Spend a day with the youthful team in Lemont Furnace, Pa. outside of Pittsburgh, and you’ll get a new perspective on what’s happening in today’s challenging economy. That’s because the highly motivated staff has learned that the best products and equipment available have given automatic merchandising a great future.
James Vending, founded in 1973, has experienced exceptional growth since opening its 33,000-square-foot facility two years ago. Under the direction of company founder Jesse J. Risha, the $3 million building was designed to enable operations to function seamlessly. The youthful staff go about their functions, loading 26-foot trucks that pull up to five loading docks, organizing inventory in the massive warehouse, and attending to sales and customer relations.
The custom built facility has enabled Risha’s crew to introduce hundreds of new machines that feature LCD display screens, bill recyclers, and expanded product capacity. These innovations, supported by a highly motivated staff, have resulted in a higher level of service to the area’s businesses.
For Risha, the business has been a constant learning experience that has resulted in a team of managers that share his enthusiasm.
Risha’s journey began in 1971, when he bought a pool hall with borrowed money in his native Uniontown, Pa. while attending college. He expanded into amusement and cigarette machine vending, launching the vending business under his middle name, James, in 1973.
Risha operated the business part-time while he held other jobs before devoting all of his time to the business in 1975.
In the early 1980s, glassfront vending machines were introduced, and Risha recognized the consumer appeal of these merchandisers.

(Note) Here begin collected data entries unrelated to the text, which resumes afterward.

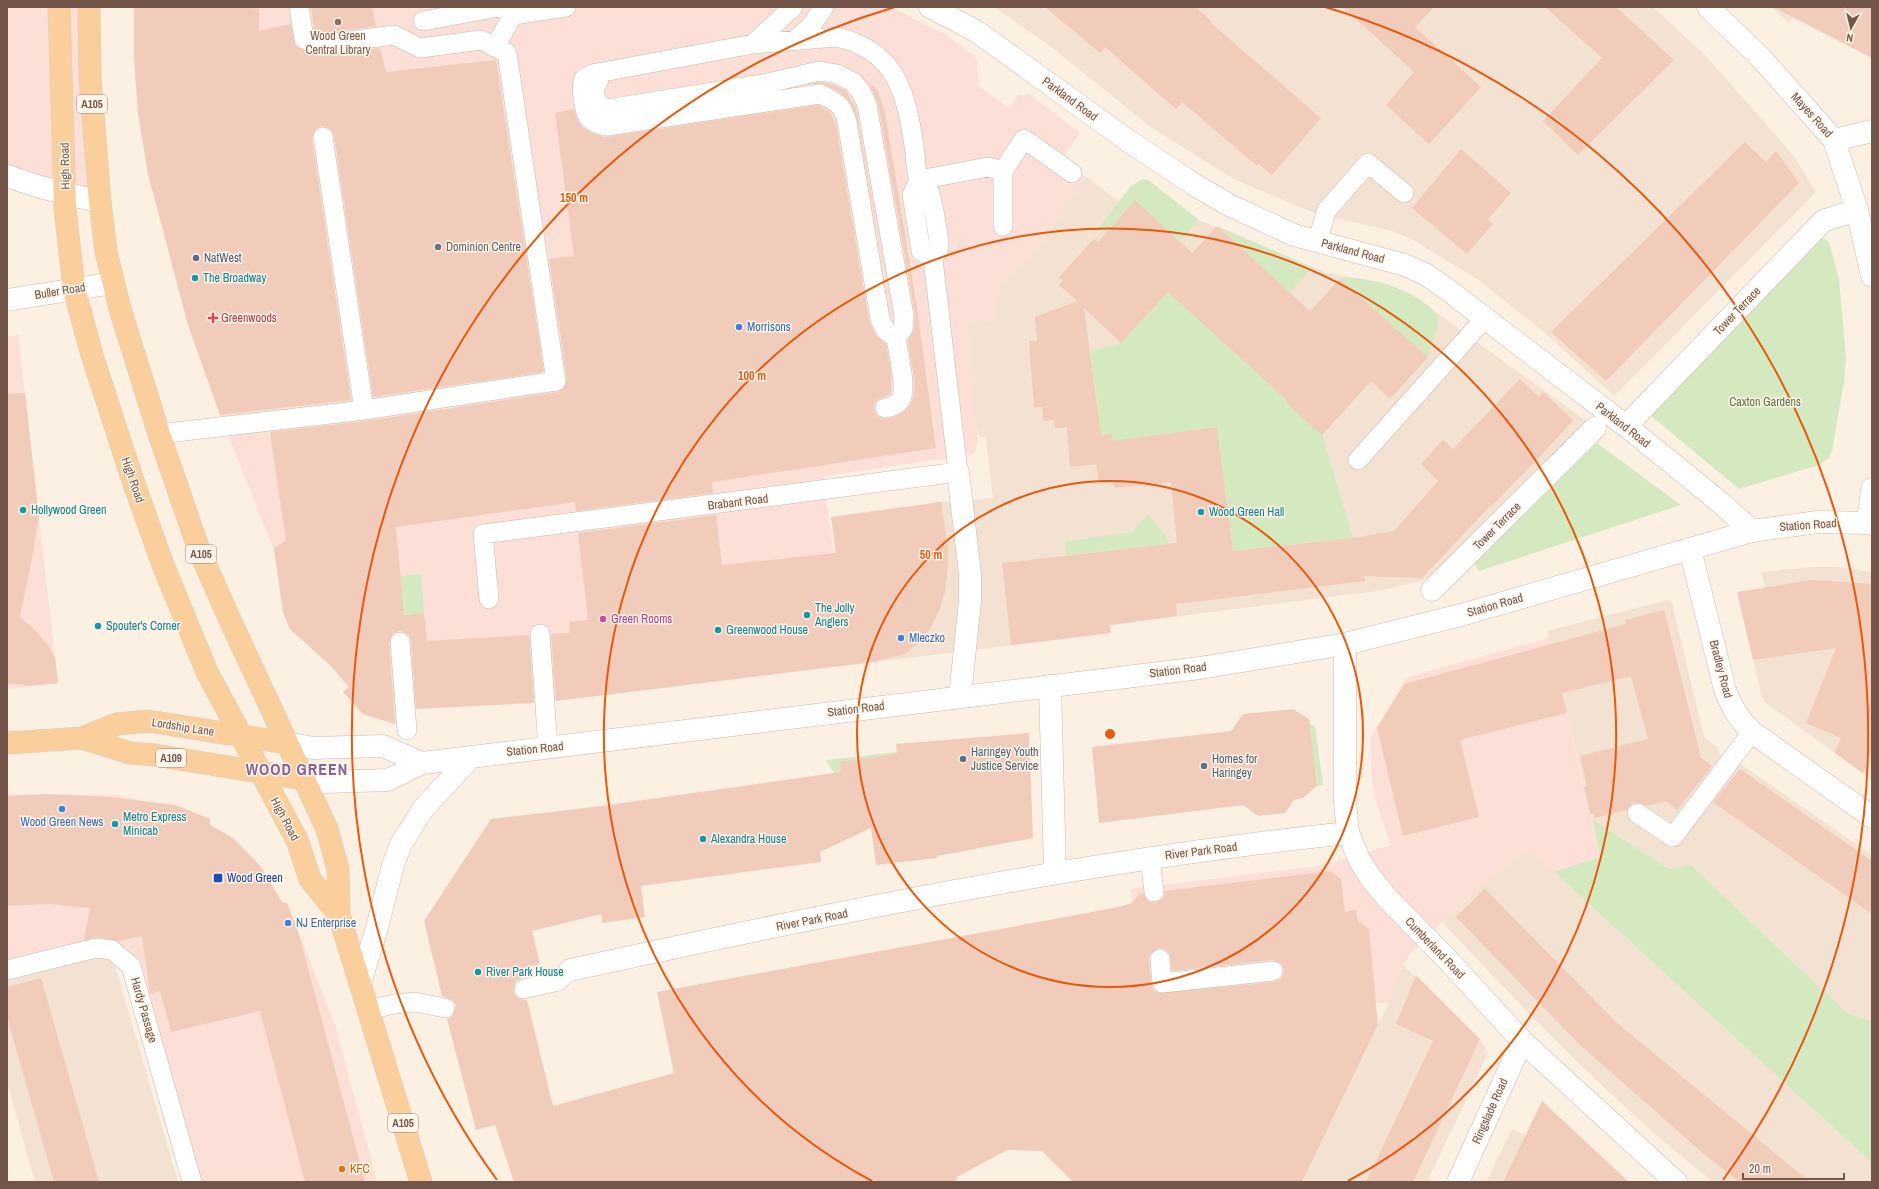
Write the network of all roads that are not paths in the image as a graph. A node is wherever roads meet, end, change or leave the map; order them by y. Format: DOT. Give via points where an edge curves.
graph roads {
  1 [pos="59,7"];
  2 [pos="89,7"];
  3 [pos="299,7"];
  4 [pos="566,7"];
  5 [pos="793,7"];
  6 [pos="824,7"];
  7 [pos="930,7"];
  8 [pos="1708,7"];
  9 [pos="513,15"];
  10 [pos="423,21"];
  11 [pos="795,40"];
  12 [pos="753,44"];
  13 [pos="495,47"];
  14 [pos="611,69"];
  15 [pos="1872,132"];
  16 [pos="323,137"];
  17 [pos="1834,140"];
  18 [pos="1003,170"];
  19 [pos="1072,173"];
  20 [pos="7,176"];
  21 [pos="919,180"];
  22 [pos="1404,193"];
  23 [pos="65,194"];
  24 [pos="100,202"];
  25 [pos="1857,210"];
  26 [pos="1004,226"];
  27 [pos="1317,242"];
  28 [pos="1872,276"];
  29 [pos="113,283"];
  30 [pos="74,289"];
  31 [pos="7,300"];
  32 [pos="1485,318"];
  33 [pos="896,338"];
  34 [pos="885,408"];
  35 [pos="364,410"];
  36 [pos="1626,426"];
  37 [pos="1595,428"];
  38 [pos="159,434"];
  39 [pos="1358,460"];
  40 [pos="958,472"];
  41 [pos="1872,489"];
  42 [pos="1870,524"];
  43 [pos="1752,531"];
  44 [pos="1690,549"];
  45 [pos="1432,590"];
  46 [pos="489,599"];
  47 [pos="540,634"];
  48 [pos="400,642"];
  49 [pos="1345,644"];
  50 [pos="1050,686"];
  51 [pos="960,696"];
  52 [pos="406,730"];
  53 [pos="1752,732"];
  54 [pos="240,736"];
  55 [pos="82,738"];
  56 [pos="7,743"];
  57 [pos="286,744"];
  58 [pos="548,748"];
  59 [pos="471,757"];
  60 [pos="422,763"];
  61 [pos="261,773"];
  62 [pos="303,779"];
  63 [pos="1637,813"];
  64 [pos="1872,818"];
  65 [pos="1348,832"];
  66 [pos="1150,857"];
  67 [pos="1055,872"];
  68 [pos="1154,892"];
  69 [pos="339,915"];
  70 [pos="1160,959"];
  71 [pos="7,970"];
  72 [pos="570,970"];
  73 [pos="1273,971"];
  74 [pos="360,983"];
  75 [pos="524,989"];
  76 [pos="445,1008"];
  77 [pos="368,1010"];
  78 [pos="1522,1041"];
  79 [pos="192,1182"];
  80 [pos="421,1182"];
  81 [pos="1458,1182"];
  82 [pos="1676,1182"];
  1 -- 23 [label="main road, High Road / A105"];
  2 -- 24 [label="main road, High Road / A105" via="90,78"];
  3 -- 13 [label="lane" via="304,39 318,45 394,35 420,48 481,40"];
  4 -- 9 [label="lane"];
  5 -- 12 [label="lane"];
  6 -- 11 [label="lane" via="810,27"];
  7 -- 27 [label="street, Parkland Road" via="976,31 1130,142 1195,185 1271,225"];
  8 -- 17 [label="street, Mayes Road" via="1761,58"];
  9 -- 10 [label="lane" via="499,7"];
  9 -- 13 [label="lane"];
  11 -- 12 [label="lane"];
  11 -- 21 [label="lane" via="836,37 849,40 872,50 890,68 904,95"];
  12 -- 14 [label="lane"];
  13 -- 35 [label="lane" via="507,53 556,381"];
  14 -- 33 [label="lane" via="596,84 594,90 595,98 602,108 619,109 768,83 819,71 837,74 853,82 867,105 904,316 903,329"];
  14 -- 33 [label="lane" via="586,77 583,86 588,116 600,125 622,125 820,94 843,108 880,319 886,331"];
  15 -- 17 [label="street"];
  16 -- 35 [label="lane"];
  17 -- 25 [label="street, Mayes Road"];
  18 -- 19 [label="lane" via="1024,139"];
  18 -- 21 [label="lane" via="988,167"];
  18 -- 26 [label="lane"];
  20 -- 23 [label="street"];
  21 -- 40 [label="lane" via="912,195 921,251 933,259"];
  22 -- 27 [label="lane" via="1368,163 1327,210"];
  23 -- 24 [label="street"];
  23 -- 30 [label="main road, High Road / A105"];
  24 -- 29 [label="main road, High Road / A105"];
  25 -- 28 [label="street, Mayes Road"];
  25 -- 36 [label="street, Tower Terrace" via="1823,221"];
  27 -- 32 [label="street, Parkland Road" via="1405,265 1438,283"];
  29 -- 30 [label="street, Buller Road"];
  29 -- 38 [label="main road, High Road / A105"];
  30 -- 31 [label="street, Buller Road"];
  30 -- 54 [label="main road, High Road / A105" via="92,355 163,565 207,672"];
  32 -- 36 [label="street, Parkland Road"];
  32 -- 39 [label="lane"];
  33 -- 34 [label="lane" via="903,388 901,399 892,407"];
  35 -- 38 [label="lane"];
  36 -- 43 [label="street, Parkland Road"];
  37 -- 45 [label="street, Tower Terrace"];
  38 -- 57 [label="main road, High Road / A105" via="199,550"];
  40 -- 46 [label="lane, Brabant Road" via="483,534"];
  40 -- 51 [label="street" via="970,574 970,601"];
  41 -- 42 [label="street"];
  42 -- 43 [label="street, Station Road" via="1818,522"];
  43 -- 44 [label="street, Station Road"];
  44 -- 49 [label="street, Station Road" via="1461,615"];
  44 -- 53 [label="street, Bradley Road" via="1725,690 1736,712"];
  47 -- 58 [label="lane"];
  48 -- 52 [label="lane"];
  49 -- 50 [label="street, Station Road" via="1200,668"];
  49 -- 65 [label="street, Cumberland Road" via="1344,786"];
  50 -- 51 [label="street, Station Road"];
  50 -- 67 [label="street"];
  51 -- 58 [label="street, Station Road"];
  53 -- 63 [label="lane" via="1674,843"];
  53 -- 64 [label="street, Bradley Road"];
  54 -- 55 [label="main road, Lordship Lane" via="148,721 117,724"];
  54 -- 57 [label="main road, Lordship Lane"];
  54 -- 61 [label="main road, High Road / A105"];
  55 -- 56 [label="main road, Lordship Lane / A109"];
  55 -- 61 [label="main road, Lordship Lane / A109" via="130,753"];
  57 -- 60 [label="street" via="313,748 384,746"];
  57 -- 62 [label="main road, High Road / A105"];
  58 -- 59 [label="street, Station Road"];
  59 -- 60 [label="street, Station Road"];
  59 -- 74 [label="street" via="423,809 401,844"];
  60 -- 62 [label="street, Station Road" via="388,780 326,782"];
  61 -- 62 [label="main road, Lordship Lane / A109"];
  61 -- 69 [label="main road, High Road / A105" via="297,840 310,879"];
  62 -- 69 [label="main road, High Road / A105" via="327,829 338,869"];
  65 -- 66 [label="street, River Park Road"];
  65 -- 78 [label="street, Cumberland Road" via="1359,859 1388,899"];
  66 -- 67 [label="street, River Park Road"];
  66 -- 68 [label="lane"];
  67 -- 72 [label="street, River Park Road" via="678,946"];
  69 -- 74 [label="main road, High Road / A105"];
  70 -- 73 [label="lane" via="1162,983"];
  71 -- 79 [label="lane, Hardy Passage" via="96,948 112,950 131,966"];
  72 -- 75 [label="lane" via="558,981"];
  74 -- 77 [label="main road, High Road / A105"];
  76 -- 77 [label="lane" via="415,1002"];
  77 -- 80 [label="main road, High Road / A105"];
  78 -- 81 [label="street, Ringslade Road"];
  78 -- 82 [label="street, Cumberland Road"];
}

It was then that he decided to focus on full-line vending, which he saw as more profitable than amusement machines.
By 1999, he had six full-line routes and made a critical decision to invest in frozen food machines and a dedicated frozen food route. The refrigerated food business was unprofitable, and Risha did not have the volume to provide fresh food competitively.
The dedicated food truck with a built-in freezer proved economical. Food manufacturers were offering better quality precooked products with more variety, and Risha was able to win accounts offering frozen food machines.

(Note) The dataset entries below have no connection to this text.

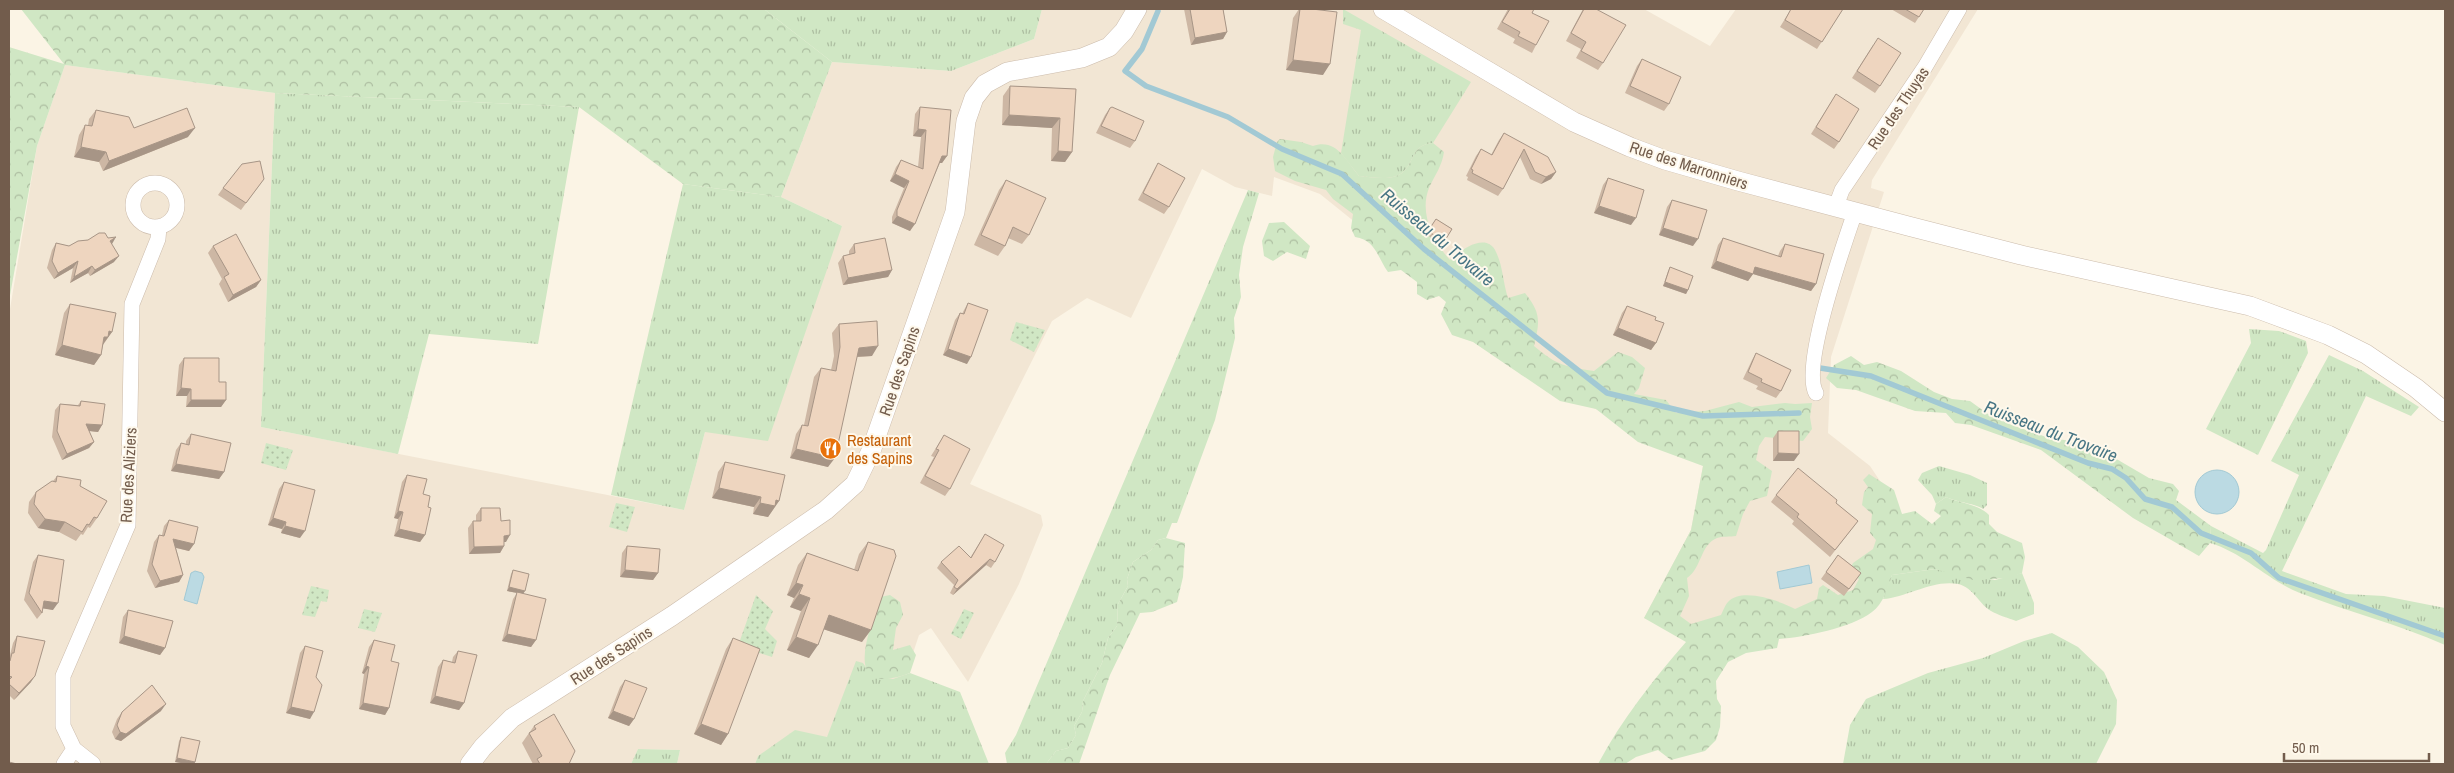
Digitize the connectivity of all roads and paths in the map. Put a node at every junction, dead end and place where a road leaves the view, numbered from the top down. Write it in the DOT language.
graph roads {
  1 [pos="1136,9"];
  2 [pos="1383,9"];
  3 [pos="1959,9"];
  4 [pos="1836,206"];
  5 [pos="1855,212"];
  6 [pos="159,226"];
  7 [pos="1816,393"];
  8 [pos="2445,412"];
  9 [pos="74,749"];
  10 [pos="64,764"];
  11 [pos="92,764"];
  12 [pos="470,764"];
  1 -- 12 [label="street, Rue des Sapins"];
  2 -- 4 [label="street, Rue des Marronniers"];
  3 -- 4 [label="street, Rue des Thuyas"];
  4 -- 5 [label="street, Rue des Marronniers"];
  5 -- 7 [label="street"];
  5 -- 8 [label="street, Rue des Marronniers"];
  6 -- 9 [label="street, Rue des Aliziers"];
  9 -- 10 [label="street"];
  9 -- 11 [label="street, Rue des Aliziers"];
}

Risha acknowledges that not having fresh food puts the company at a disadvantage at some accounts, but he has been able to counter that frozen machines on average carry more food; many refrigerated machines carry a lot of beverages.
“Frozen really is the way to go,” said Risha.

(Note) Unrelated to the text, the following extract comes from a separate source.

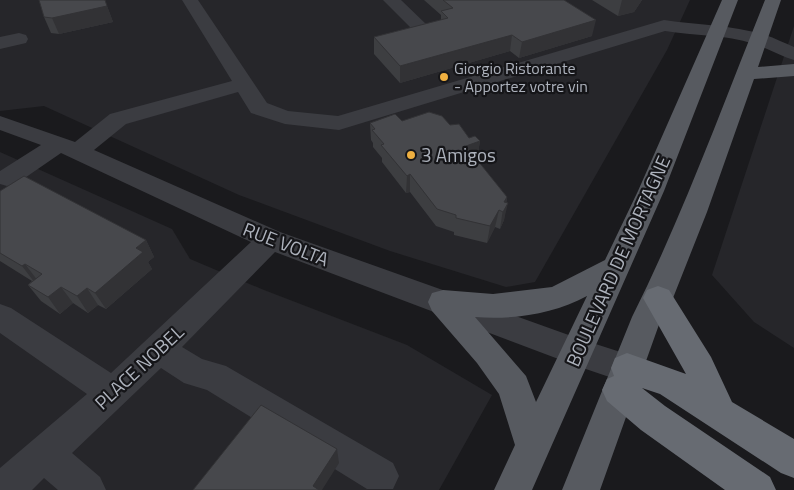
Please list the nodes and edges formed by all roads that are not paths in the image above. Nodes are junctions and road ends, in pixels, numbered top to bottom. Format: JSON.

COMPANY CORNERSTONE: MODERN EQUIPMENT
Risha also recognized the importance of using state-of-the-art equipment. An early convert to glassfronts, he has followed the development of glassfront machines in all product categories. The BevMax3 from Crane Merchandising Systems (CMS) has helped the company take advantage of changing cold drink tastes. “They (customers) don’t mind putting a bit more money in a nicer machine,” he said.
Justin Packrone, route supervisor, said the “double gate” on the BevMax3 makes it easy to load different types of packages without using a spacer.
The BevMax3 is easier to load than earlier glassfront beverage machines, Risha said, and has greater capacity. The company owns half of the beverage machines it operates, which allows them the freedom to merchandise the best selling products.
When 20-ounce bottles became available in the mid 1990s, Risha recognized the opportunity to maximize sales and was one of the first operators in the area to almost eliminate canned soda. The 20-ounce bottles have allowed the company to meet the growing demand for non-carbonated drinks in recent years.